Neither LPS nor Esketamine had a significant impact on the expression levels of NMDAR2A, NMDAR2B, and NMDAR1 in BV2 microglia cells (Supplementary Fig. 1). To verify the function of each receptor subtype, the NMDAR2A and NMDAR2B genes were were interfered with siRNA specific to Grin2a and Grin2b, respectively. 48 hours post-transfection, cells were harvested, and transfection efficiency was assessed via western blot analysis (Supplementary Fig. 2, Supplementary Fig. 3). The levels of IL-4 and TNF-α in BV2 cell culture medium were quantified using Elisa. In the LPS-induced inflammatory model of BV2 microglia, Esketamine and the downregulation NMDAR2A were both resulted in an upregulation of IL-4 expression in the cell culture medium. however, the addition of Esketamine following siRNA interference with NMDAR2A did not lead to a further increase in IL-4 expression (Fig. 5A). In the LPS-treated BV2 microglia, the up-regulation of TNF-α in the cell culture medium was statistically significant, similar to Esketamine, siRNA-Grin2a demonstrated a down-regulation of TNF-α expression, nevertheless, the subsequent administration of Esketamine following siRNA interference with NMDAR2A did not result in a further decrease in TNF-α expression (Fig. 5B). Western blot analysis was utilized to assess the expression levels of CD32 and ARG-1 proteins in BV2 cells across different experimental groups. The results showed a significant up-regulation of CD32 protein expression in BV2 cells subjected to LPS-induced inflammation. Interestingly, siRNA-Grin2a led to a down-regulation of CD32 protein expression in the inflammatory model, similar to the effects observed with Esketamine treatment. However, the administration of Esketamine did not result in further down-regulation of CD32 protein expression following siRNA interference with NMDAR2A (Fig. 5C-D). In the LPS-induced BV2 cell inflammatory model, both Esketamine and siRNA-Grin2a were found to up-regulate ARG-1 protein expression. but Esketamine administration did not further up-regulate ARG-1 protein expression after siRNA interference with NMDAR2A (Fig. 5C, E). However, modulation of the NMDAR2B receptor subtype did not influence the expression levels of the inflammatory cytokines IL-4 and TNF-α in BV2 cell cultures, nor did it alter the protein expression of CD32 and ARG-1 in BV2 cells (Supplementary Fig. 4)

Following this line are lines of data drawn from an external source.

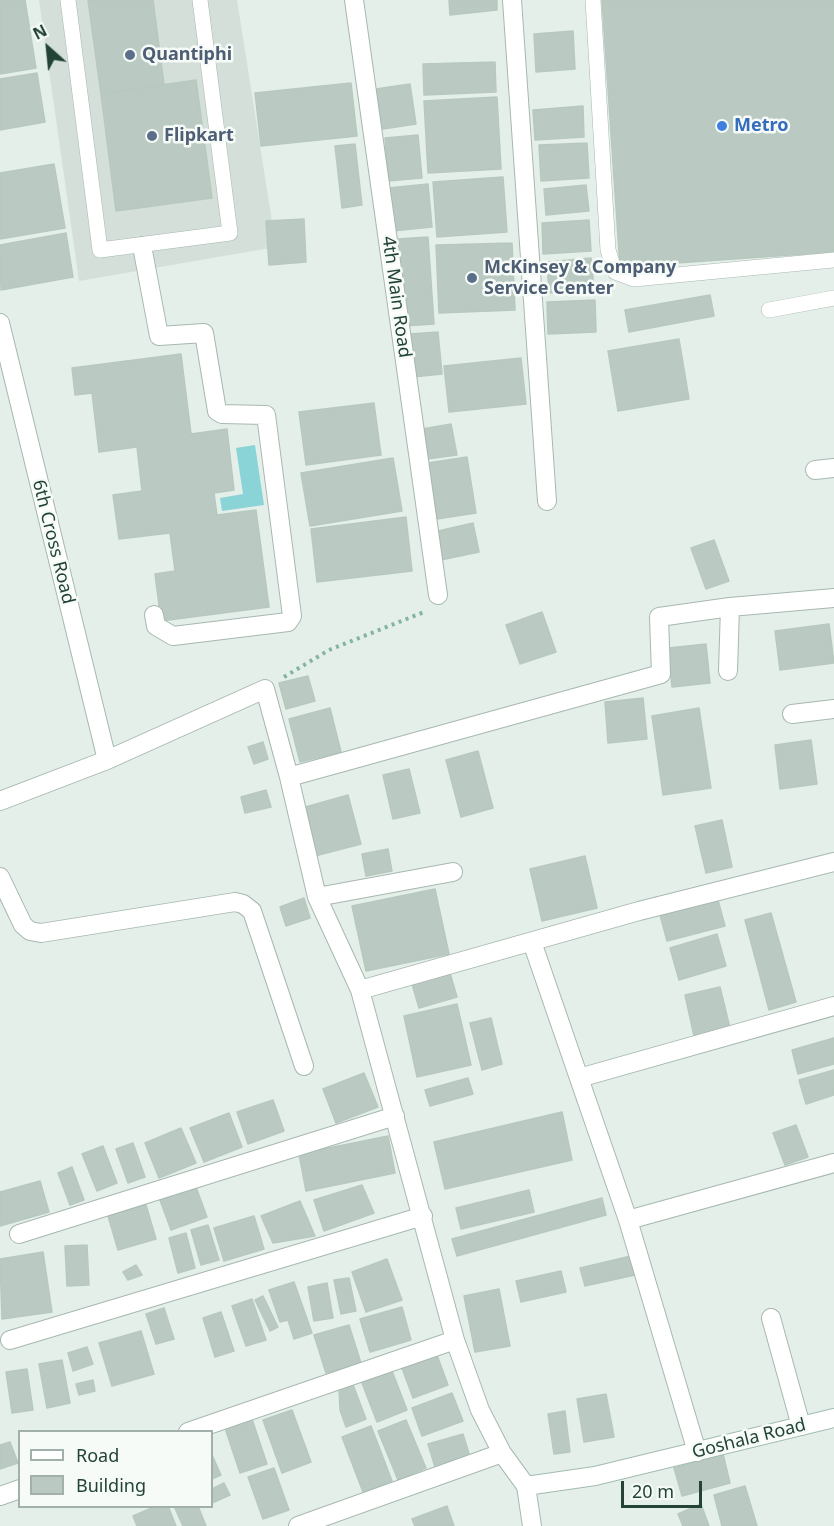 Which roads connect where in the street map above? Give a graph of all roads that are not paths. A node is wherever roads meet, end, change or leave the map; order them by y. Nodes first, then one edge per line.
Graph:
1 (68, 0) edge
2 (200, 0) edge
3 (354, 0) edge
4 (512, 0) edge
5 (593, 0) edge
6 (142, 246) junction
7 (834, 260) edge
8 (834, 298) edge
9 (769, 310) dead end
10 (0, 323) edge
11 (834, 468) edge
12 (815, 470) dead end
13 (547, 501) dead end
14 (438, 595) road end
15 (834, 598) edge
16 (730, 607) junction
17 (154, 615) dead end
18 (728, 671) dead end
19 (834, 709) edge
20 (792, 714) dead end
21 (106, 760) junction
22 (289, 777) junction
23 (0, 801) edge
24 (834, 862) edge
25 (453, 872) dead end
26 (0, 877) edge
27 (317, 897) junction
28 (532, 942) junction
29 (360, 990) junction
30 (834, 1006) edge
31 (304, 1066) dead end
32 (579, 1078) junction
33 (395, 1116) junction
34 (834, 1163) edge
35 (423, 1216) junction
36 (628, 1220) junction
37 (19, 1234) dead end
38 (771, 1318) dead end
39 (10, 1340) dead end
40 (455, 1340) junction
41 (834, 1418) edge
42 (801, 1426) junction
43 (191, 1430) edge
44 (697, 1452) junction
45 (502, 1453) junction
46 (526, 1486) junction
47 (18, 1490) edge
48 (0, 1496) edge
49 (298, 1526) edge
50 (532, 1526) edge

1 - 6 lane
2 - 6 lane
3 - 14 street, 4th Main Road
4 - 13 street
5 - 7 lane
6 - 17 street
8 - 9 lane
10 - 21 street, 6th Cross Road
11 - 12 street
15 - 16 street
16 - 18 street
16 - 22 street
19 - 20 street
21 - 22 street
21 - 23 street
22 - 27 street
24 - 28 street
25 - 27 street
26 - 31 street
27 - 29 street
28 - 29 street
28 - 32 street
29 - 33 street
30 - 32 street
32 - 36 street
33 - 35 street
33 - 37 street
34 - 36 street
35 - 39 street
35 - 40 street
36 - 44 street
38 - 42 street
40 - 43 street
40 - 45 street
41 - 42 street, Goshala Road
42 - 44 street, Goshala Road
44 - 46 street, Goshala Road
45 - 46 street
45 - 49 street
46 - 50 street
47 - 48 street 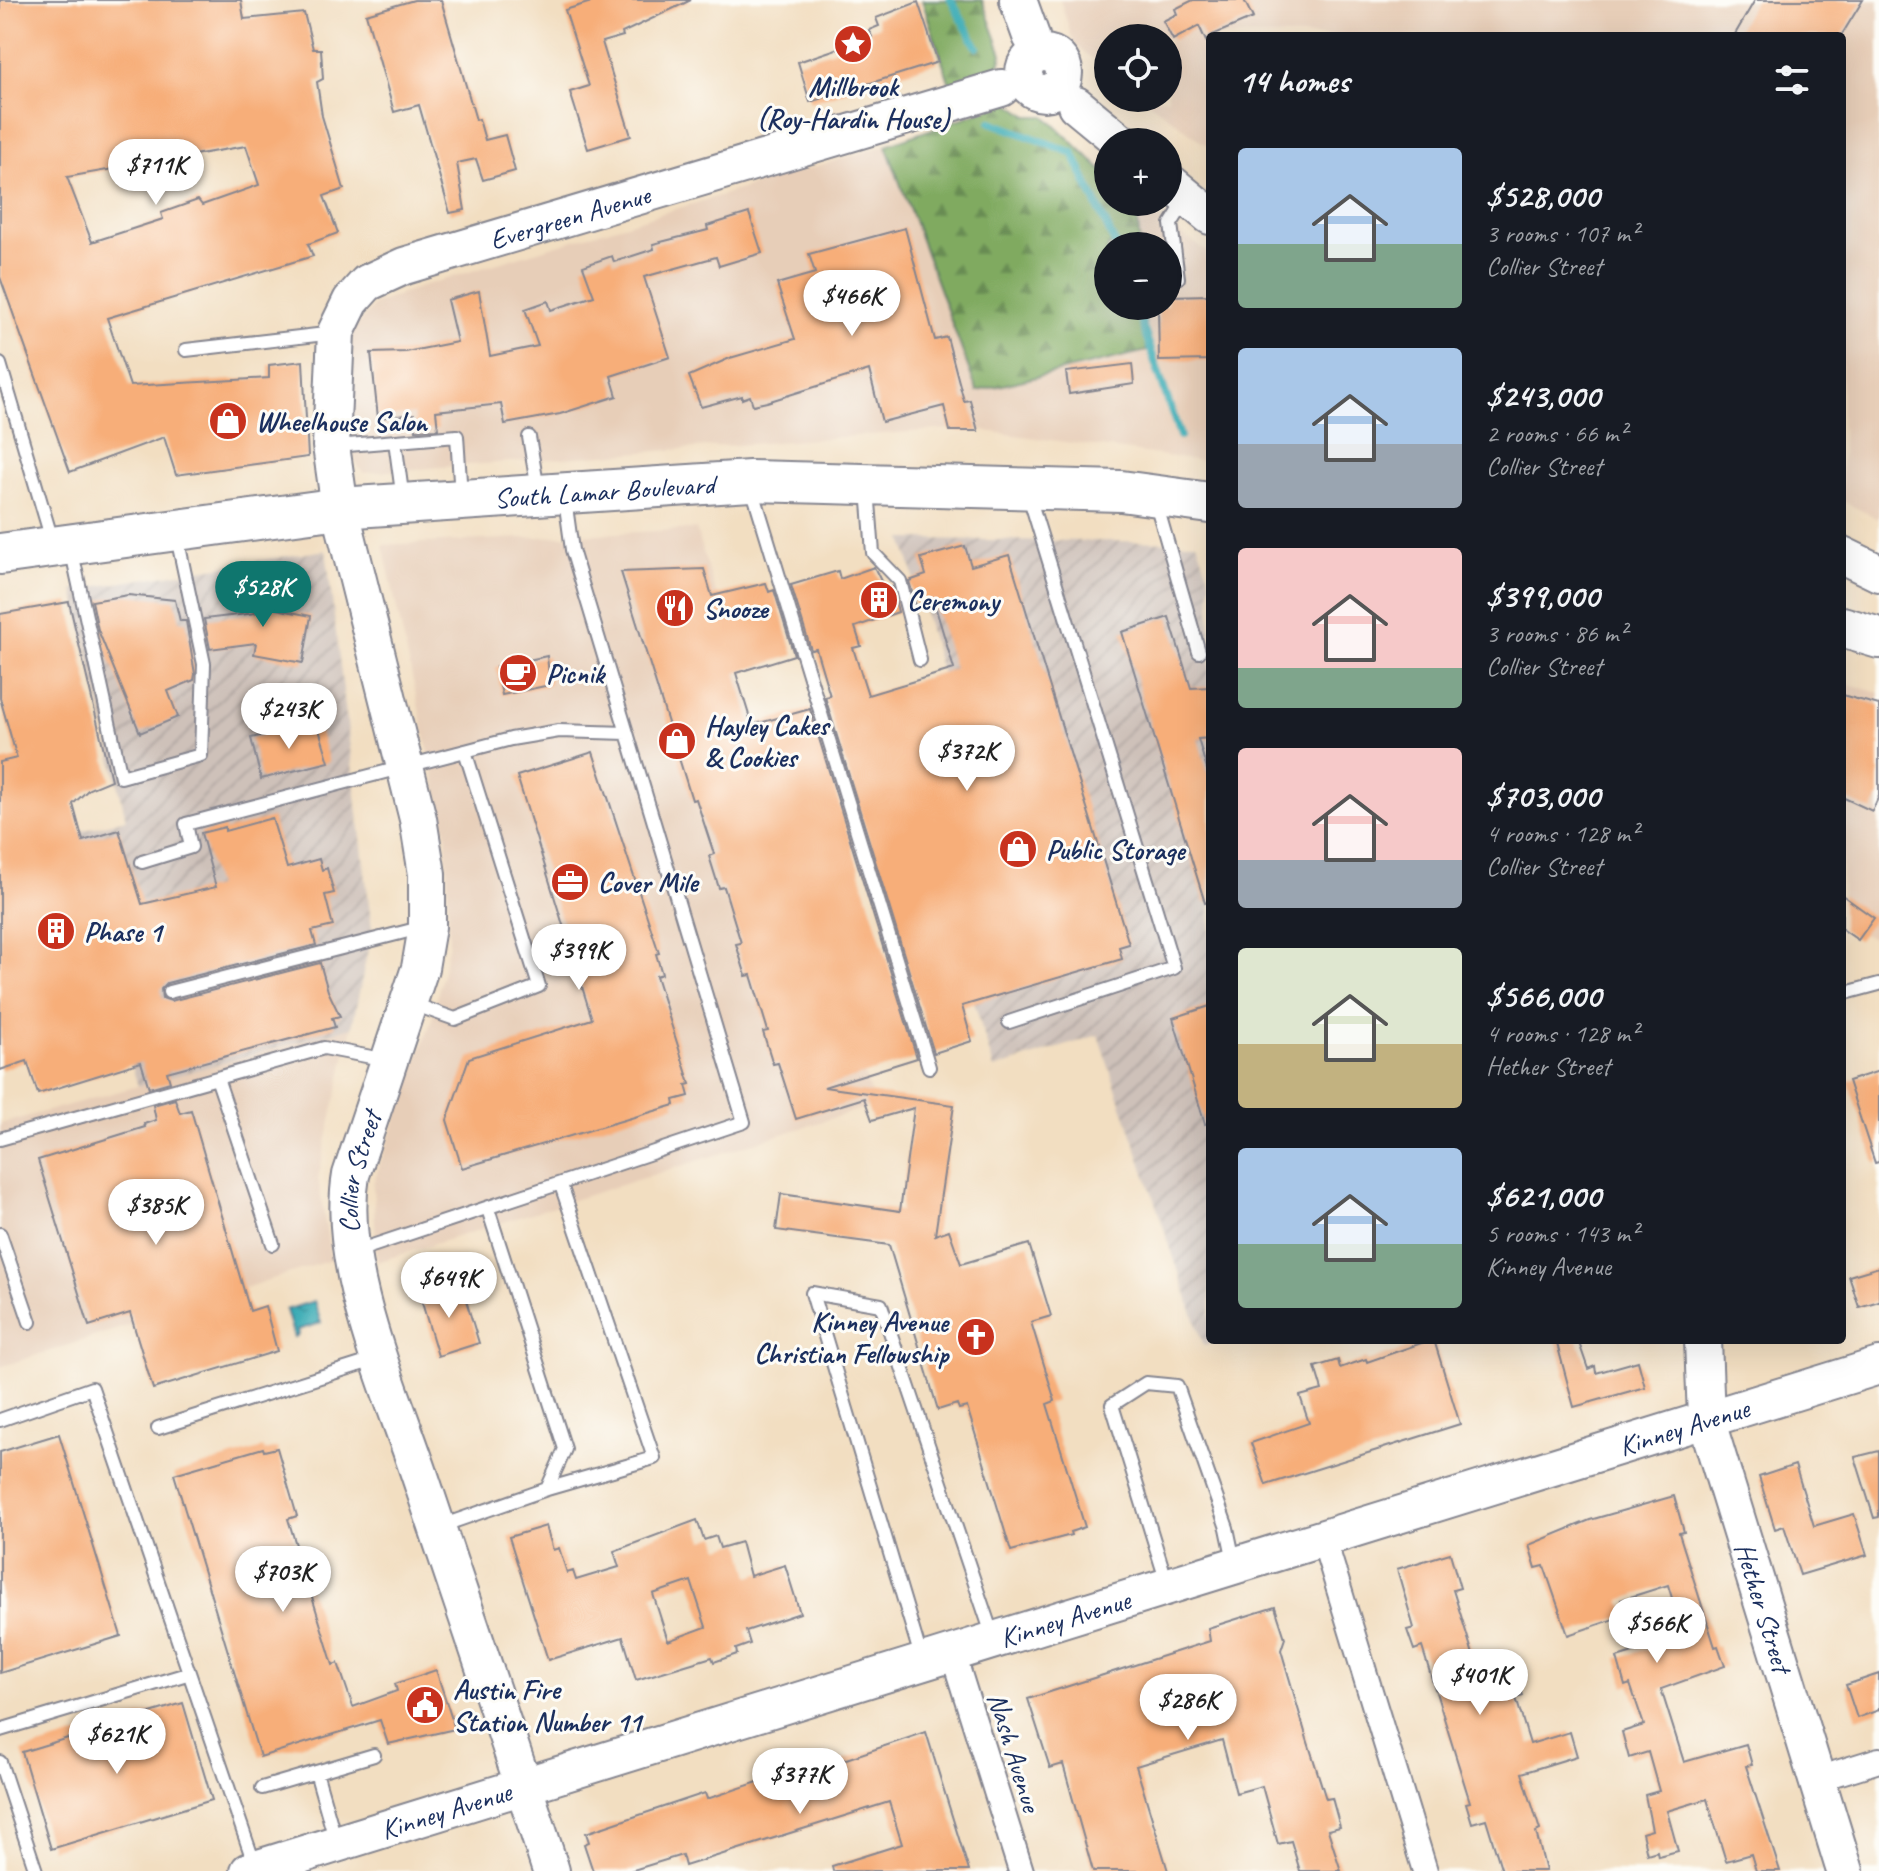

3.6 Esketamine regulates the expression of mTOR and BDNF-TrkB proteins through NMDAR2A
The protein expression levels of mTOR, p-mTOR, BDNF, TrkB, and p-TrkB in BV2 microglia cells of each experimental group were assessed via western blot analysis. The p-mTOR/ mTOR ratio was found to be significantly decreased in the LPS-induced inflammatory cell model of BV2 microglia cells. Similar to Esketamine, NMDAR2A knockdown resulted in an upregulation of the p-mTOR/ mTOR ratio in the LPS-induced inflammatory cell model. However, the administration of Esketamine following siRNA interference with NMDAR2A did not lead to a further increase in the ratio (Fig. 6A-C). In the LPS-induced inflammatory model of BV2 microglia, the down-regulation of BDNF protein expression was observed. Similar to Esketamine, the knockdown of NMDAR2A resulted in an up-regulation of BDNF protein expression, nevertheless, the administration of Esketamine did not lead to a further up-regulation of BDNF protein expression following siRNA interference with NMDAR2A (Fig. 6A,D). In the LPS-induced inflammatory model of BV2 microglia, a significant decrease in the expression of TrkB protein was observed. Similar to Esketamine, interference with the NMDAR2A gene led to an up-regulation of TrkB protein expression, nevertheless, the administration of Esketamine following siRNA interference with NMDAR2A did not result in a further increase in TrkB protein expression (Fig. 6A, E). In the LPS-induced inflammatory model of BV2 microglia, a significant decrease in the expression of p-TrkB protein was observed. Similar to Esketamine, interference with the NMDAR2A gene resulted in an up-regulation of p-TrkB protein expression. However, administration of Esketamine did not lead to further upregulation of p-TrkB protein expression following siRNA interference with NMDAR2A (Fig. 6A, F). However, modulation of the NMDAR2B receptor subtype did not influence the protein expression of mTOR, p-mTOR, BDNF, TrkB, and p-TrkB in BV2 microglia cells (Supplementary Fig. 5).